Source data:
★ ★ ★ ★ ★

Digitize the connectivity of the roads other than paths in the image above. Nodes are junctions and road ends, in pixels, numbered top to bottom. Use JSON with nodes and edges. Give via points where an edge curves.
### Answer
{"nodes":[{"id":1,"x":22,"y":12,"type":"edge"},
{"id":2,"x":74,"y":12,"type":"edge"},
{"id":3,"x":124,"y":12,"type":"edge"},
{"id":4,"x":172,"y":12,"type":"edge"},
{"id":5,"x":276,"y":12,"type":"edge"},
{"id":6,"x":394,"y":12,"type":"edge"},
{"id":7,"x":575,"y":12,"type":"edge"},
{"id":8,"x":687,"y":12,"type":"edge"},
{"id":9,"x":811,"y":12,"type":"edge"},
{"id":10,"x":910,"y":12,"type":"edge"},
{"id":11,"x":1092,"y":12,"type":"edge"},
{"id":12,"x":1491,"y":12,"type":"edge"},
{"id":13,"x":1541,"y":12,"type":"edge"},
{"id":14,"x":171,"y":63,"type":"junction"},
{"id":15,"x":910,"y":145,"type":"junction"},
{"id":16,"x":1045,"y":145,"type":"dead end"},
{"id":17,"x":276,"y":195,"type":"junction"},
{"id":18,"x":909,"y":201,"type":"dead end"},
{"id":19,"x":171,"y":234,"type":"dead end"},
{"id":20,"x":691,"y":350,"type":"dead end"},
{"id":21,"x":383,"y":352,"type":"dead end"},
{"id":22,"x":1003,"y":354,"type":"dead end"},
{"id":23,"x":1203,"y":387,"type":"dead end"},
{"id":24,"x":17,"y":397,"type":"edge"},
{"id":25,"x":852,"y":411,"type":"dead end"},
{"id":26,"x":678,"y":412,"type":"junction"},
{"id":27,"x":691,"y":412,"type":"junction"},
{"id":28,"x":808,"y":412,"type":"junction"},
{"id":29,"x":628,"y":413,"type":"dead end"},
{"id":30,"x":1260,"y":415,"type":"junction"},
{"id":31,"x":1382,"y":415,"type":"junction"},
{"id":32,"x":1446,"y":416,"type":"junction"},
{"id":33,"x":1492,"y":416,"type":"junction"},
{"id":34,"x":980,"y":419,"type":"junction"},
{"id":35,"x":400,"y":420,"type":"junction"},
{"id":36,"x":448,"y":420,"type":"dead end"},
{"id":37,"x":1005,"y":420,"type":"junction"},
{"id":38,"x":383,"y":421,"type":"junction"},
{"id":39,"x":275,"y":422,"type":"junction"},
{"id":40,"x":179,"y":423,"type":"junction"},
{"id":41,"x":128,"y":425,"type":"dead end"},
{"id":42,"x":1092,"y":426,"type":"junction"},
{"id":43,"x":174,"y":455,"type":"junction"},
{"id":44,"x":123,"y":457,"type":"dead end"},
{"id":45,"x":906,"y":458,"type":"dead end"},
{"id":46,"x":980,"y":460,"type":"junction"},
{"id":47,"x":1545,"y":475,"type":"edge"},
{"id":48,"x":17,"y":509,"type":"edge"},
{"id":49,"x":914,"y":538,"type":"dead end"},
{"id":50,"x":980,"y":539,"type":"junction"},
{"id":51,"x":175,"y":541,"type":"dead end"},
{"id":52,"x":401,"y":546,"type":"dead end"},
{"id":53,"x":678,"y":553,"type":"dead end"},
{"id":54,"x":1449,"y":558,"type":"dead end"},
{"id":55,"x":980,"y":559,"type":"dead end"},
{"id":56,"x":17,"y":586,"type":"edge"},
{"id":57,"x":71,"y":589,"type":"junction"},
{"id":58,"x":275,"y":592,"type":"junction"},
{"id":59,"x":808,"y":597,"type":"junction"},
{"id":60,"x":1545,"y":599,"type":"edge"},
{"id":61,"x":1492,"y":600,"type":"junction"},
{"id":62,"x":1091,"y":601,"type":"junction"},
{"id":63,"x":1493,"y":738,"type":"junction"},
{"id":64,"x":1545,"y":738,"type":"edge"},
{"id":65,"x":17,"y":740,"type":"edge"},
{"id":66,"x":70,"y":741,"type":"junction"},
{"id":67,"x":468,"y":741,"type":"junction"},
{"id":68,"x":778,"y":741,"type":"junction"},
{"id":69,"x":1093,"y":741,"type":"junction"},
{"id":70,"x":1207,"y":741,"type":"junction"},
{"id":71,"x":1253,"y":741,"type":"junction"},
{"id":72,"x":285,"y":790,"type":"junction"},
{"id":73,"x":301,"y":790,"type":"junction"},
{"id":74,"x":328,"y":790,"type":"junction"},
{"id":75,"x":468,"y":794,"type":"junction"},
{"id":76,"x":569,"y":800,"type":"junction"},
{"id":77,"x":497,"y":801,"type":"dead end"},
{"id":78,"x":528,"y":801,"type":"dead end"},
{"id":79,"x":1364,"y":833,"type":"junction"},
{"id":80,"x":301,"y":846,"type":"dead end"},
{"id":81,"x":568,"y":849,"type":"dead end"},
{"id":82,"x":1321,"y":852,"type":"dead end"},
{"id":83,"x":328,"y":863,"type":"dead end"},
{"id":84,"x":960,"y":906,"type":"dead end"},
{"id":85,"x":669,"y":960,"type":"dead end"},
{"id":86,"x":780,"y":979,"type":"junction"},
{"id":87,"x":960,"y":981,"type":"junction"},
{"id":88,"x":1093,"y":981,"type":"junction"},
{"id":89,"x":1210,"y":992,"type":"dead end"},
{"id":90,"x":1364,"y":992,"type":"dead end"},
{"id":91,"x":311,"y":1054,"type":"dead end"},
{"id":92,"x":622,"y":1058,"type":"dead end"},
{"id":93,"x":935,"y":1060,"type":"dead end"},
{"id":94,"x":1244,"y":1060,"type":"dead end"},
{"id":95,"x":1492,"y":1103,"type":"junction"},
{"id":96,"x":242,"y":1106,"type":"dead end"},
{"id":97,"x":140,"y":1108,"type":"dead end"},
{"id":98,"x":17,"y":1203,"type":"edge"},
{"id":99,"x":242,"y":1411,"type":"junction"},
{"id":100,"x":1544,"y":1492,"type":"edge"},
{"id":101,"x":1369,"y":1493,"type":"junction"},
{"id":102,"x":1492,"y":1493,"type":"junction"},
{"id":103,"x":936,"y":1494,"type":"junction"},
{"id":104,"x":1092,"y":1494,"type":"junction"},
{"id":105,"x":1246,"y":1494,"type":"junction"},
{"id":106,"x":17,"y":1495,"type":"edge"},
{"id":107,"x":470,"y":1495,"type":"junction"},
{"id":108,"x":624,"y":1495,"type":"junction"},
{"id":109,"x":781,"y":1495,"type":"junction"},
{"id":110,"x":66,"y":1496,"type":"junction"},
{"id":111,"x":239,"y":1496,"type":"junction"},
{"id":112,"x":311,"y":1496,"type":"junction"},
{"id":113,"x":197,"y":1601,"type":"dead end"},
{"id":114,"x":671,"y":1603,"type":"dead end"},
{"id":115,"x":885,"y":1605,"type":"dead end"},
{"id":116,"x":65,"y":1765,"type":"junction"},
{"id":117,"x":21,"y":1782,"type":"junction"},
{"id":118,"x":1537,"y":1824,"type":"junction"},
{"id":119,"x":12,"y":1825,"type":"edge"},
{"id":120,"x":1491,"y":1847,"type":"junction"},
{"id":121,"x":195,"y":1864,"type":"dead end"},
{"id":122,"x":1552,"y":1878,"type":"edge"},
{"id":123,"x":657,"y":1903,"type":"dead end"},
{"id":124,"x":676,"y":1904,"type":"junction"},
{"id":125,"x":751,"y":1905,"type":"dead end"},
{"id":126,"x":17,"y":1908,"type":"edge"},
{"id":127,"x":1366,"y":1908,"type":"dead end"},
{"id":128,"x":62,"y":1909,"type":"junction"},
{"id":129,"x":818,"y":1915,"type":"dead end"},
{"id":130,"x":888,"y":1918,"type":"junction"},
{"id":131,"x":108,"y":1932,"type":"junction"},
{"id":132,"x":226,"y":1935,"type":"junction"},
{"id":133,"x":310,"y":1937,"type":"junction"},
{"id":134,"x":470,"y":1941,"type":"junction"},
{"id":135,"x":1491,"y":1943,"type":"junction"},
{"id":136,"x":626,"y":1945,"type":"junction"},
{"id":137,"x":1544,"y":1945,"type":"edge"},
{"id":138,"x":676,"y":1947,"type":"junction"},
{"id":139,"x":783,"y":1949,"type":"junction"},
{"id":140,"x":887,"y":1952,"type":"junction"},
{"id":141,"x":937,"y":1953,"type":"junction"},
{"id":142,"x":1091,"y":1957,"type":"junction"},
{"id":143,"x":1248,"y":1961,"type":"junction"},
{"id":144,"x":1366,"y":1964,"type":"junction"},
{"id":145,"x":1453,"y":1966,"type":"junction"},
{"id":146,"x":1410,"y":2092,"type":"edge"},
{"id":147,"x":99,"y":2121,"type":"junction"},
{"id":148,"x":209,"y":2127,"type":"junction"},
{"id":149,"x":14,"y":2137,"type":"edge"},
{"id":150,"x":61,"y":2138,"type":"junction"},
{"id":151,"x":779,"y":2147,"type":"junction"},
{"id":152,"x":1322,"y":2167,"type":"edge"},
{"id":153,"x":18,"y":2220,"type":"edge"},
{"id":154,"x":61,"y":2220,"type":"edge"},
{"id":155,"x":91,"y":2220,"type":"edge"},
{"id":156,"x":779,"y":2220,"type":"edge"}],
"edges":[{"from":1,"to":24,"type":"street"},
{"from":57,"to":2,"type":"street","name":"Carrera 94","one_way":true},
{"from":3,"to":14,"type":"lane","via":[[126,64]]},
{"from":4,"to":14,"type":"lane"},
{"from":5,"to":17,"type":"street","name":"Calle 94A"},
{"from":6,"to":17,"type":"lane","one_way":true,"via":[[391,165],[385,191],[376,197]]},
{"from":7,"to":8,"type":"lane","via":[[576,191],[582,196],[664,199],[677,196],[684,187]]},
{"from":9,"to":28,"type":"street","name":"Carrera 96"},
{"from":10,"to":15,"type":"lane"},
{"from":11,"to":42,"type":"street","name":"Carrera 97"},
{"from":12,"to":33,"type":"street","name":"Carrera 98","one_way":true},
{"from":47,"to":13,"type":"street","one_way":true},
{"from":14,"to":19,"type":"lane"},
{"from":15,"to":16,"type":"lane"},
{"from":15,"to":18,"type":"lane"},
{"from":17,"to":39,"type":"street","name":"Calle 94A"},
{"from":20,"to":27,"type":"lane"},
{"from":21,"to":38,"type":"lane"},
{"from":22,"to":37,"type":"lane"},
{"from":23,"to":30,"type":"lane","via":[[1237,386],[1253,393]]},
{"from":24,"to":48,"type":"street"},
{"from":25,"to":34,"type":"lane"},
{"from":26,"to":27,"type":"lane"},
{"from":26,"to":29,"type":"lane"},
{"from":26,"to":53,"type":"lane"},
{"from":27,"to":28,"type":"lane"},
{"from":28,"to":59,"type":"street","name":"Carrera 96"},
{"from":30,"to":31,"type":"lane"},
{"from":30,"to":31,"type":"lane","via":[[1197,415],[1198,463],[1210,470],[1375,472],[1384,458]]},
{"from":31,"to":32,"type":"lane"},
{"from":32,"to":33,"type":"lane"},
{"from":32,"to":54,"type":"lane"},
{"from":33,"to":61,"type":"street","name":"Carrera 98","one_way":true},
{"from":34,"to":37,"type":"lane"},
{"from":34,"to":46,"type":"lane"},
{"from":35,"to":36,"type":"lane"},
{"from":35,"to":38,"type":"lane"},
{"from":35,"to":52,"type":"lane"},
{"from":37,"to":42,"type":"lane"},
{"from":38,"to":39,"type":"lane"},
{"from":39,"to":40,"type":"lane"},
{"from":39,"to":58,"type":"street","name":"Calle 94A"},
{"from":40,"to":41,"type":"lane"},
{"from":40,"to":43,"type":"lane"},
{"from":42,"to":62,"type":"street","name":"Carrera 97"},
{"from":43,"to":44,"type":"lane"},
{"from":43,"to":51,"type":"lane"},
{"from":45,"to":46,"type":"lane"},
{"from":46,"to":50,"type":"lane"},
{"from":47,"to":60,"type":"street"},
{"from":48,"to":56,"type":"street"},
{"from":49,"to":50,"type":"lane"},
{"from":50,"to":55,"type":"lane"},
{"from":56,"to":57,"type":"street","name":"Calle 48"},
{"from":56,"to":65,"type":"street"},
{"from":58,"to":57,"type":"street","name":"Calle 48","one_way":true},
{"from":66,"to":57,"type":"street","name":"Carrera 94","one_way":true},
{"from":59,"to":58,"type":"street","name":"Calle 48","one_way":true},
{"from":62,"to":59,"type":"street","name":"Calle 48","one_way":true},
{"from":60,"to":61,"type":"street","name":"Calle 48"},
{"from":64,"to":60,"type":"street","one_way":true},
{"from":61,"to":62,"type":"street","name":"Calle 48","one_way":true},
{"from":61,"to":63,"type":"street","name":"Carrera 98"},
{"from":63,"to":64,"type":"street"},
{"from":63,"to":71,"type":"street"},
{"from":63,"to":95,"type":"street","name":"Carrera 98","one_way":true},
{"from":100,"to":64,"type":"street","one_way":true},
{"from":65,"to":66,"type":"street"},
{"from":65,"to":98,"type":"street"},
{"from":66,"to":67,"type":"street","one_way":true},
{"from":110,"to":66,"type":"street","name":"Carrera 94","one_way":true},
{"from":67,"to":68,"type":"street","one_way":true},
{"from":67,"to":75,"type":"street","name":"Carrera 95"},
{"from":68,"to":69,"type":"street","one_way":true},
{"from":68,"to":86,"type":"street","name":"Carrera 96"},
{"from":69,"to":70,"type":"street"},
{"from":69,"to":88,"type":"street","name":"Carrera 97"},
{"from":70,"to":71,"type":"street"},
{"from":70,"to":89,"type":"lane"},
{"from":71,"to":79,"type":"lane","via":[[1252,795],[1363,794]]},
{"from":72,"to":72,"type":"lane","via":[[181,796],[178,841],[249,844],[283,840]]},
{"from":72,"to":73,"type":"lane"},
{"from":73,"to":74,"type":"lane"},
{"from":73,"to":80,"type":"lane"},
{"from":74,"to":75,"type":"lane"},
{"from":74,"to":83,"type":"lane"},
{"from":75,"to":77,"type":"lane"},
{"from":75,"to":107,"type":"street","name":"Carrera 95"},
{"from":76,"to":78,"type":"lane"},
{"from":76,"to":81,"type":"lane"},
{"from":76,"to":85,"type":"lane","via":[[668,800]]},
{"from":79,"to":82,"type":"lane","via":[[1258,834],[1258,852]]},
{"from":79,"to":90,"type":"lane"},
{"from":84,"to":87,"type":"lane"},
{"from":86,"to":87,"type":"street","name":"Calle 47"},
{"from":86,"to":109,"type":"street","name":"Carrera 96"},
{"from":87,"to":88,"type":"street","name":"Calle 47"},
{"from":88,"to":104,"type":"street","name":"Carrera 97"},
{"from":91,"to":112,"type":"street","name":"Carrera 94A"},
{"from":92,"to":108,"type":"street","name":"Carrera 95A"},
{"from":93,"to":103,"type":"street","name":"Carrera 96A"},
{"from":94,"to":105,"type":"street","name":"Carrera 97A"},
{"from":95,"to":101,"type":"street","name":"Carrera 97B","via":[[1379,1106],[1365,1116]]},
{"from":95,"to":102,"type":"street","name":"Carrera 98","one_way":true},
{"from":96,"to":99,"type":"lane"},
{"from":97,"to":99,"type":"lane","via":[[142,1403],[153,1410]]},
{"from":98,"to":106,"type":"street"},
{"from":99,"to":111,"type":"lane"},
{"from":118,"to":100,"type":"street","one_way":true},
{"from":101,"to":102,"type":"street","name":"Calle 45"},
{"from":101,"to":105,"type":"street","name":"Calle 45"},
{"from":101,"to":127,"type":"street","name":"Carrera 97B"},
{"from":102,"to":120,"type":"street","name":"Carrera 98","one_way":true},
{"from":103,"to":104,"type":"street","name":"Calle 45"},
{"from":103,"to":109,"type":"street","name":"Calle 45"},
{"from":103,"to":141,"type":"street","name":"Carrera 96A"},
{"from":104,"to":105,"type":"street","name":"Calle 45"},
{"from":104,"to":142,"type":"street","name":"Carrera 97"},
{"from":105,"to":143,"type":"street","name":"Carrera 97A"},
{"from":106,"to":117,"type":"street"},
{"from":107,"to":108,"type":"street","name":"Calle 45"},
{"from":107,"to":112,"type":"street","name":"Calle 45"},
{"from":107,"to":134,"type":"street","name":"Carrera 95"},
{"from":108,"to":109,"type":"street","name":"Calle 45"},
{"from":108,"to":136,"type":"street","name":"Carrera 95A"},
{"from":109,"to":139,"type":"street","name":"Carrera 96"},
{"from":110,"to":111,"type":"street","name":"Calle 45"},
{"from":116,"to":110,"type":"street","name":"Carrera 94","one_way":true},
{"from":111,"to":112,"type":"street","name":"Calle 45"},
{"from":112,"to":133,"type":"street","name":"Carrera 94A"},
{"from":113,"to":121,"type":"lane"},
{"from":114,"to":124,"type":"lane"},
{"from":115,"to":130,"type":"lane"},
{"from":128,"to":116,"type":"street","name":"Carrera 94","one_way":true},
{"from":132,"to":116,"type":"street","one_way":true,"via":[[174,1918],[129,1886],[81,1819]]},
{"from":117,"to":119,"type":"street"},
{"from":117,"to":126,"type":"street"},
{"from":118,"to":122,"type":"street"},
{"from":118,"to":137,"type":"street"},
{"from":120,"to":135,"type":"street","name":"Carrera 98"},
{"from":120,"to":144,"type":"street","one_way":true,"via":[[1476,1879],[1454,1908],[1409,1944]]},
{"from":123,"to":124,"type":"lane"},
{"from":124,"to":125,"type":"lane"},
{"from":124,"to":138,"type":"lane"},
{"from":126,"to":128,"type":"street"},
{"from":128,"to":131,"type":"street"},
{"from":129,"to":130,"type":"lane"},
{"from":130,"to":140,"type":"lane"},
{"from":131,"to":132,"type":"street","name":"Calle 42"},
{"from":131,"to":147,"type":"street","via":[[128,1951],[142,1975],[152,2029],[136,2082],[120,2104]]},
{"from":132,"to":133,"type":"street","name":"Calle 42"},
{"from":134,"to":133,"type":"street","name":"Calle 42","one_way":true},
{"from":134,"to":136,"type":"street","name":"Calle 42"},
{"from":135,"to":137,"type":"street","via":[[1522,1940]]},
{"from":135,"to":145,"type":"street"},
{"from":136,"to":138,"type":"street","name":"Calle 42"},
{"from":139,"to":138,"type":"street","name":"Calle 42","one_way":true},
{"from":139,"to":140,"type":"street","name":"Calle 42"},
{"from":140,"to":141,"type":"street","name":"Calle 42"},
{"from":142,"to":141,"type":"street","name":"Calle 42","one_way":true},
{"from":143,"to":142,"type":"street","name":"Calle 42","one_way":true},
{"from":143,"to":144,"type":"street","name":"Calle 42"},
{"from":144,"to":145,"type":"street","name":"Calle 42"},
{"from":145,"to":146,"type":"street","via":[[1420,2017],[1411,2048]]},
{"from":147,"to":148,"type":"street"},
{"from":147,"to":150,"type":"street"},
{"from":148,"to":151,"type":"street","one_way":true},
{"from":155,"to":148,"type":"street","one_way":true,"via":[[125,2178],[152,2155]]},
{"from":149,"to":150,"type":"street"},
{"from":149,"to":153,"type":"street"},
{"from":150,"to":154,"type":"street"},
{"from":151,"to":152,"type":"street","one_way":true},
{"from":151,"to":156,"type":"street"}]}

★ ★ ★ ★ ★

## Task goal
Now copy each line of the entries that mentions "nodes".

## Task response
Digitize the connectivity of the roads other than paths in the image above. Nodes are junctions and road ends, in pixels, numbered top to bottom. Use JSON with nodes and edges. Give via points where an edge curves.
{"nodes":[{"id":1,"x":22,"y":12,"type":"edge"},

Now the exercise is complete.